I learned how to make the dressing over the course of the same activity (that is, making dinner for the ex), though this particular edition is a little sweeter than others I’ve made:
- 1 tablespoon poppy seeds
- 1/2 cup white sugar
- 2 teaspoons minced onion
- 1/4 teaspoon paprika
- 1/4 cup white wine vinegar
- 1/4 cup cider vinegar
- 1/2 cup vegetable oil
Half a cup of sugar is going to seem like a hell of a lot when you pour it into the bowl with everything else. Keep in mind, though, that when I was trying to clean out my fridge when I first moved into my house, three people recommended apple cider vinegar as a cleaning agent. Let me say that again: Apple cider vinegar is an effective cleaning agent for stainless steel appliances.

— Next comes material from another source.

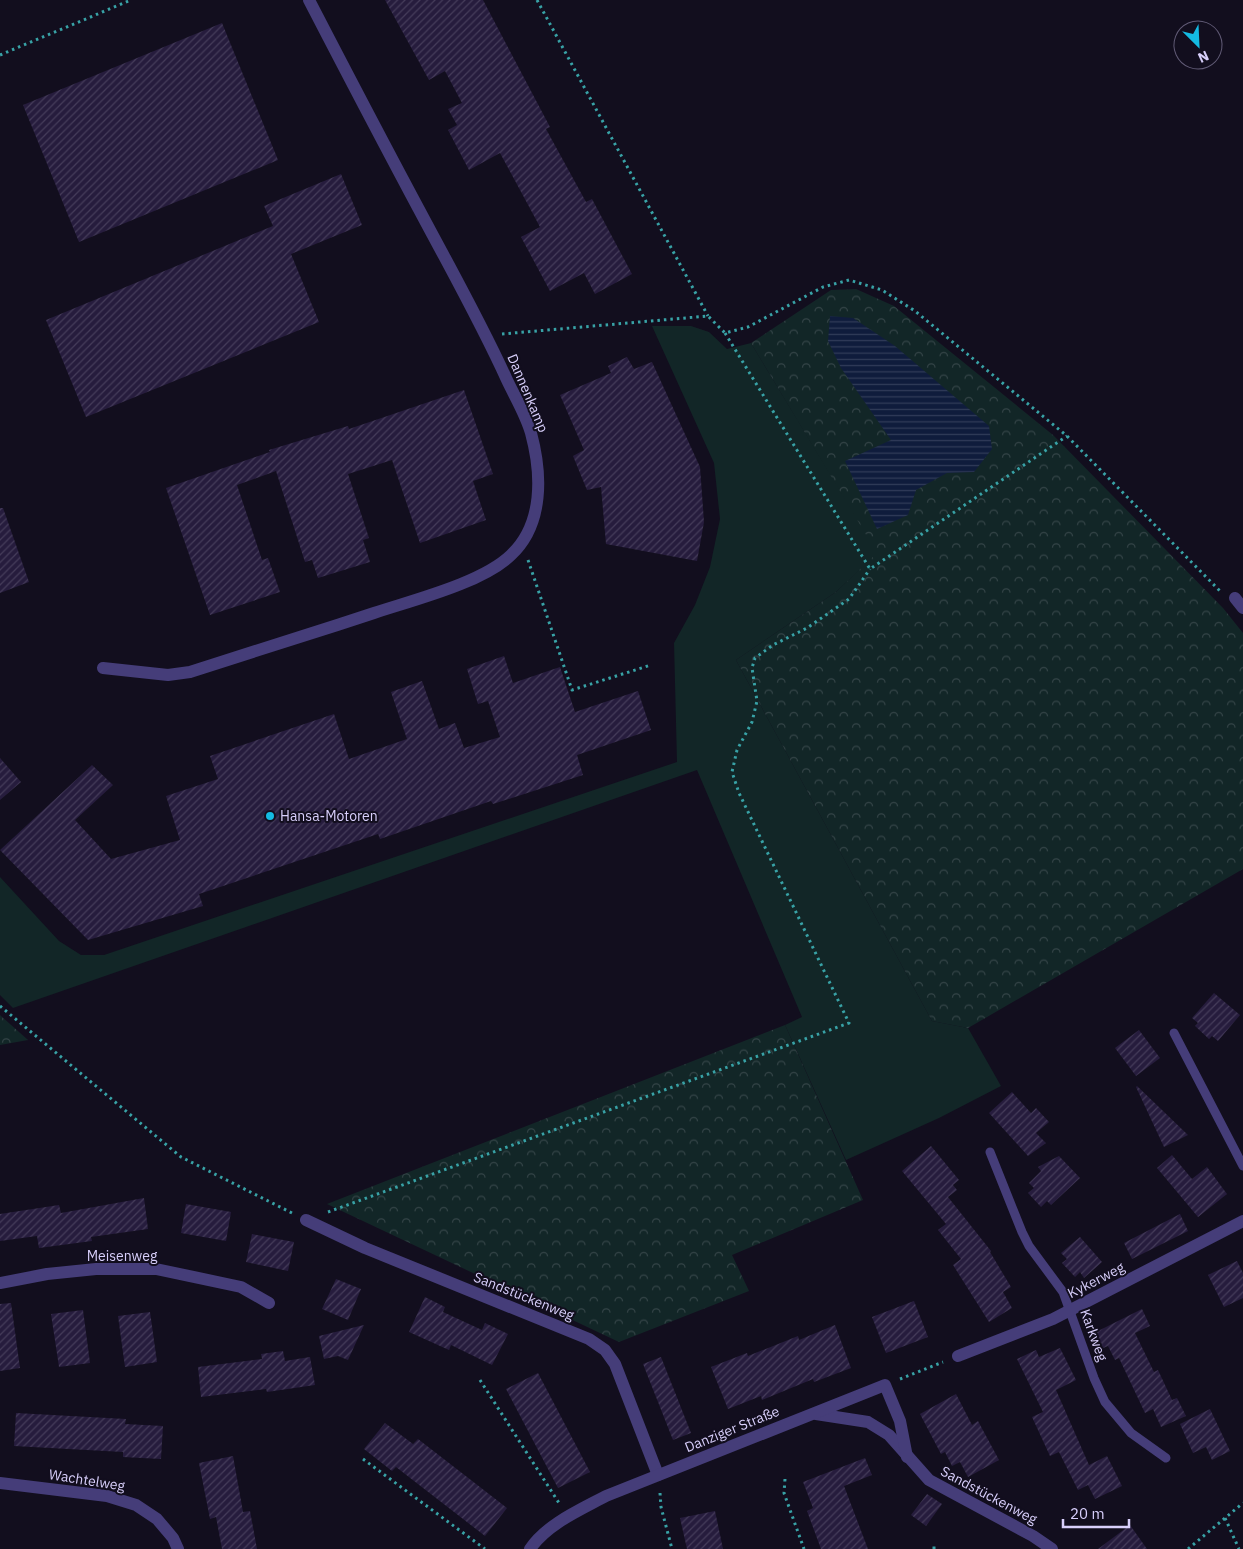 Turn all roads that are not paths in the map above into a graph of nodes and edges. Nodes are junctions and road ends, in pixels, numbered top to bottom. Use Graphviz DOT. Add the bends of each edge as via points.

Don’t worry about the sugar.
All the same, don’t be too liberal with the dressing, either. You have little seedless oranges and dried fruit there to help you with sweetness, so you don’t need to worry too much about strong flavors.
To accompany all of this, I went with a wine that I know and love. Goats Do Roam is a cute name for a very good, popular red wine from South Africa that boasts a “Rhône-style blend but with a Cape flavour.” It plays very well with the chicken, settles down the mixes of sweet and bitter in the salad, and is more or less perfect with a dessert of fruit and the leftover mountains of cheese I bought to make all this.
You really can’t lose with this one. It makes a hell of a lot of food that you can use in a lot of ways — on a good absorbant bun in a sandwich, over pasta in a more traditional dish, and if you’re feeling really creative (read: lazy) you could chop the chicken, throw it all in a pot with some vegetables and make a soup. The dressing keeps forever, and even if you don’t feel like screwing around peeling oranges or investing in cranberries, it works just as well over plain spinach or any other vegetables you feel like.
Good food that you can eat all week, and turn into all kinds of other goodness. What more can a single body ask for?